_INFORMATION PROVIDED_.
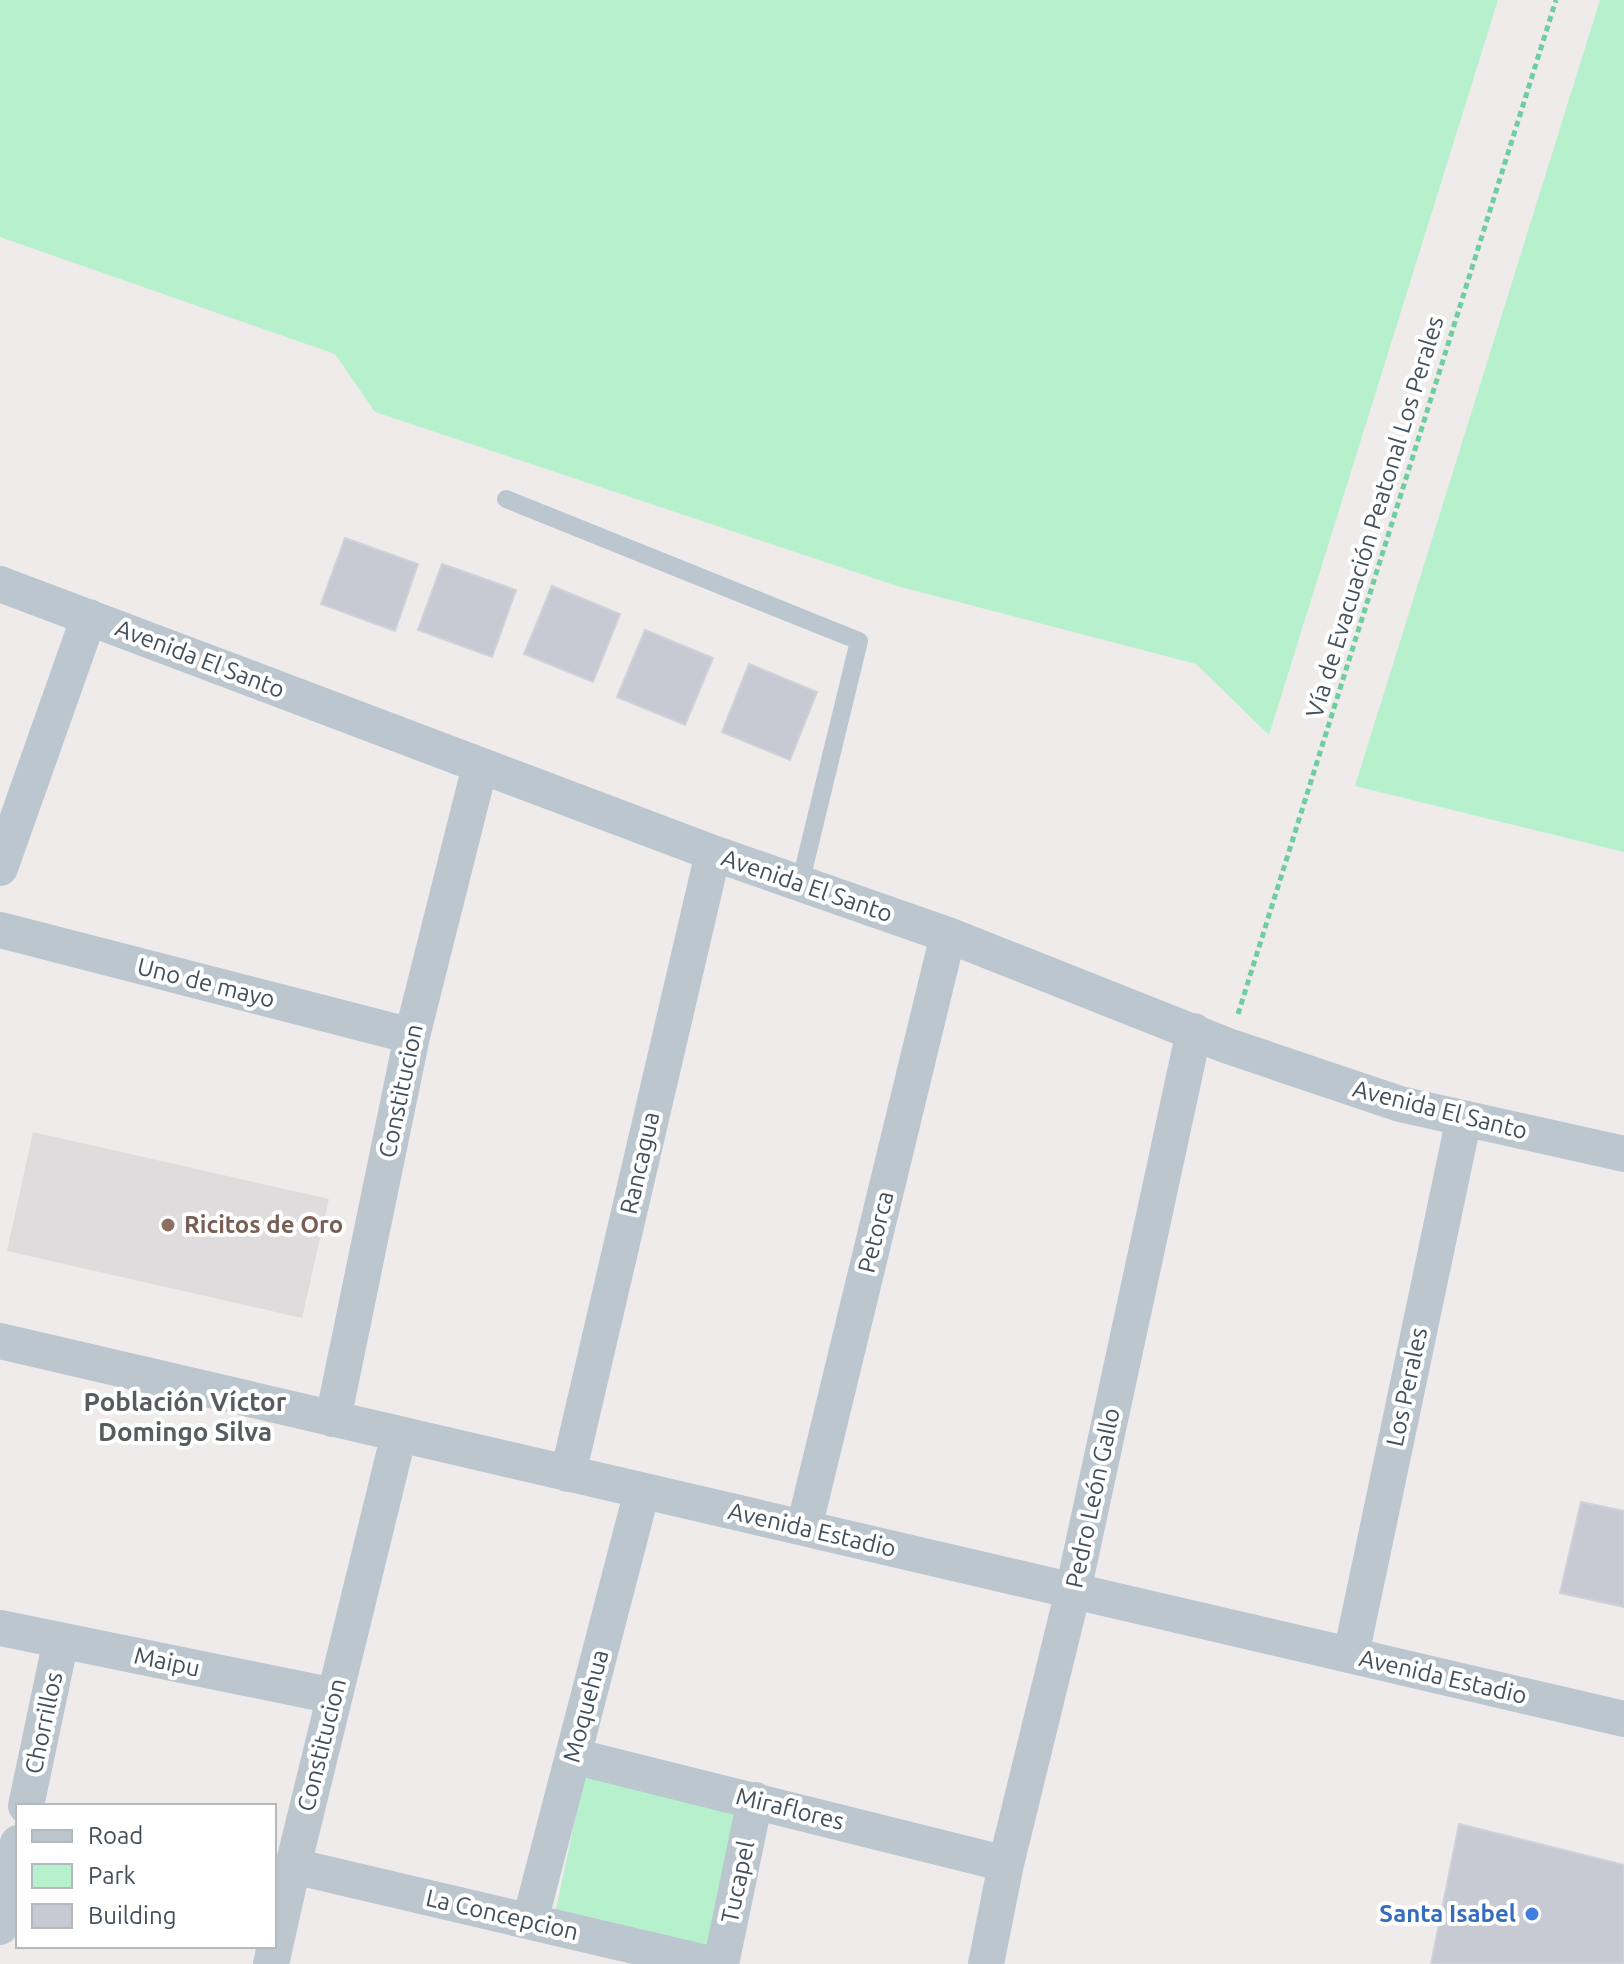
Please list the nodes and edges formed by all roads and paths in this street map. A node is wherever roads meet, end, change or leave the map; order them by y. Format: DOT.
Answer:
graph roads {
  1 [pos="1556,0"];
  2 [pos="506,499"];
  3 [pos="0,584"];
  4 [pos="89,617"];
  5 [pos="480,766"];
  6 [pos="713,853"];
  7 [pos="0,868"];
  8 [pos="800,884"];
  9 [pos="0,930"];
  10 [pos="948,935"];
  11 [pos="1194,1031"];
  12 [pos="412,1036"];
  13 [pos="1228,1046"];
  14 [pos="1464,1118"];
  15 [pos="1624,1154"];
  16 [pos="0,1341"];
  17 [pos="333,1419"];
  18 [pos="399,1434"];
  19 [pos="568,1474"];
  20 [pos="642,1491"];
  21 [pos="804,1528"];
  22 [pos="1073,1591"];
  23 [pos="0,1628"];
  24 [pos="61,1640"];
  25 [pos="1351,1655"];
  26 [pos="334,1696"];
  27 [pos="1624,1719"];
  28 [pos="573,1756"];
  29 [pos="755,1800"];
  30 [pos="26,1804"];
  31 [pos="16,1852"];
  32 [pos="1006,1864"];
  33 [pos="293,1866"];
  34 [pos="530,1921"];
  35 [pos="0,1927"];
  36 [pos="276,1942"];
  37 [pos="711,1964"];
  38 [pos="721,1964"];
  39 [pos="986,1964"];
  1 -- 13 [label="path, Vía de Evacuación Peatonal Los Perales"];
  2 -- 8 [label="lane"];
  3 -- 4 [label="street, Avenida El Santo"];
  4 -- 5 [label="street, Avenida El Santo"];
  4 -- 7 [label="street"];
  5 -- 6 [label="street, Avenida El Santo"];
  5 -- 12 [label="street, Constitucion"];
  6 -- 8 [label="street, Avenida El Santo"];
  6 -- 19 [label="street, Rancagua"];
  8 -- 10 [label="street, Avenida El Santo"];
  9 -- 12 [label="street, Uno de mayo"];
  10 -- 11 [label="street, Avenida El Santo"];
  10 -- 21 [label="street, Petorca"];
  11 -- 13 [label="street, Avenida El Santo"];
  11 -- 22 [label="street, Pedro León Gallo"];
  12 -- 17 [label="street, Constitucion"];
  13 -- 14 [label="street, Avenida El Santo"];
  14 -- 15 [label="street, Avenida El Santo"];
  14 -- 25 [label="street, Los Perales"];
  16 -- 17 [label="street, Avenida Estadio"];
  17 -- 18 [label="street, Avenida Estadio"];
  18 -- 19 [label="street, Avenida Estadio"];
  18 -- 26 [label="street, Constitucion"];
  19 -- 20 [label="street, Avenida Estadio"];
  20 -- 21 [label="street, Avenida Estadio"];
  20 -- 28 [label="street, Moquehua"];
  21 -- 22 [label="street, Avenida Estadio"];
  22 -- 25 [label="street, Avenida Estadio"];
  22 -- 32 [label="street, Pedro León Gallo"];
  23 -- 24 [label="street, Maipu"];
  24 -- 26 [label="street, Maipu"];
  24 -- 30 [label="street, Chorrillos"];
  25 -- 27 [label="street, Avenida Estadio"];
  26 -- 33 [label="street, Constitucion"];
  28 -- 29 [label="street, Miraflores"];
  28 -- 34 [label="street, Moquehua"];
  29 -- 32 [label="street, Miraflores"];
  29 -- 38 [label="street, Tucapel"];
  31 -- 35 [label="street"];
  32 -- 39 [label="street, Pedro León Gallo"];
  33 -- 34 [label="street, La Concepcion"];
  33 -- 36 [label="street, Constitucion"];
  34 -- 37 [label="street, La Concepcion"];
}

_DIRECTIONS_. Give the entries back verbatim and omit the images.

_RESPONSE_.
Please list the nodes and edges formed by all roads and paths in this street map. A node is wherever roads meet, end, change or leave the map; order them by y. Format: DOT.
Answer:
graph roads {
  1 [pos="1556,0"];
  2 [pos="506,499"];
  3 [pos="0,584"];
  4 [pos="89,617"];
  5 [pos="480,766"];
  6 [pos="713,853"];
  7 [pos="0,868"];
  8 [pos="800,884"];
  9 [pos="0,930"];
  10 [pos="948,935"];
  11 [pos="1194,1031"];
  12 [pos="412,1036"];
  13 [pos="1228,1046"];
  14 [pos="1464,1118"];
  15 [pos="1624,1154"];
  16 [pos="0,1341"];
  17 [pos="333,1419"];
  18 [pos="399,1434"];
  19 [pos="568,1474"];
  20 [pos="642,1491"];
  21 [pos="804,1528"];
  22 [pos="1073,1591"];
  23 [pos="0,1628"];
  24 [pos="61,1640"];
  25 [pos="1351,1655"];
  26 [pos="334,1696"];
  27 [pos="1624,1719"];
  28 [pos="573,1756"];
  29 [pos="755,1800"];
  30 [pos="26,1804"];
  31 [pos="16,1852"];
  32 [pos="1006,1864"];
  33 [pos="293,1866"];
  34 [pos="530,1921"];
  35 [pos="0,1927"];
  36 [pos="276,1942"];
  37 [pos="711,1964"];
  38 [pos="721,1964"];
  39 [pos="986,1964"];
  1 -- 13 [label="path, Vía de Evacuación Peatonal Los Perales"];
  2 -- 8 [label="lane"];
  3 -- 4 [label="street, Avenida El Santo"];
  4 -- 5 [label="street, Avenida El Santo"];
  4 -- 7 [label="street"];
  5 -- 6 [label="street, Avenida El Santo"];
  5 -- 12 [label="street, Constitucion"];
  6 -- 8 [label="street, Avenida El Santo"];
  6 -- 19 [label="street, Rancagua"];
  8 -- 10 [label="street, Avenida El Santo"];
  9 -- 12 [label="street, Uno de mayo"];
  10 -- 11 [label="street, Avenida El Santo"];
  10 -- 21 [label="street, Petorca"];
  11 -- 13 [label="street, Avenida El Santo"];
  11 -- 22 [label="street, Pedro León Gallo"];
  12 -- 17 [label="street, Constitucion"];
  13 -- 14 [label="street, Avenida El Santo"];
  14 -- 15 [label="street, Avenida El Santo"];
  14 -- 25 [label="street, Los Perales"];
  16 -- 17 [label="street, Avenida Estadio"];
  17 -- 18 [label="street, Avenida Estadio"];
  18 -- 19 [label="street, Avenida Estadio"];
  18 -- 26 [label="street, Constitucion"];
  19 -- 20 [label="street, Avenida Estadio"];
  20 -- 21 [label="street, Avenida Estadio"];
  20 -- 28 [label="street, Moquehua"];
  21 -- 22 [label="street, Avenida Estadio"];
  22 -- 25 [label="street, Avenida Estadio"];
  22 -- 32 [label="street, Pedro León Gallo"];
  23 -- 24 [label="street, Maipu"];
  24 -- 26 [label="street, Maipu"];
  24 -- 30 [label="street, Chorrillos"];
  25 -- 27 [label="street, Avenida Estadio"];
  26 -- 33 [label="street, Constitucion"];
  28 -- 29 [label="street, Miraflores"];
  28 -- 34 [label="street, Moquehua"];
  29 -- 32 [label="street, Miraflores"];
  29 -- 38 [label="street, Tucapel"];
  31 -- 35 [label="street"];
  32 -- 39 [label="street, Pedro León Gallo"];
  33 -- 34 [label="street, La Concepcion"];
  33 -- 36 [label="street, Constitucion"];
  34 -- 37 [label="street, La Concepcion"];
}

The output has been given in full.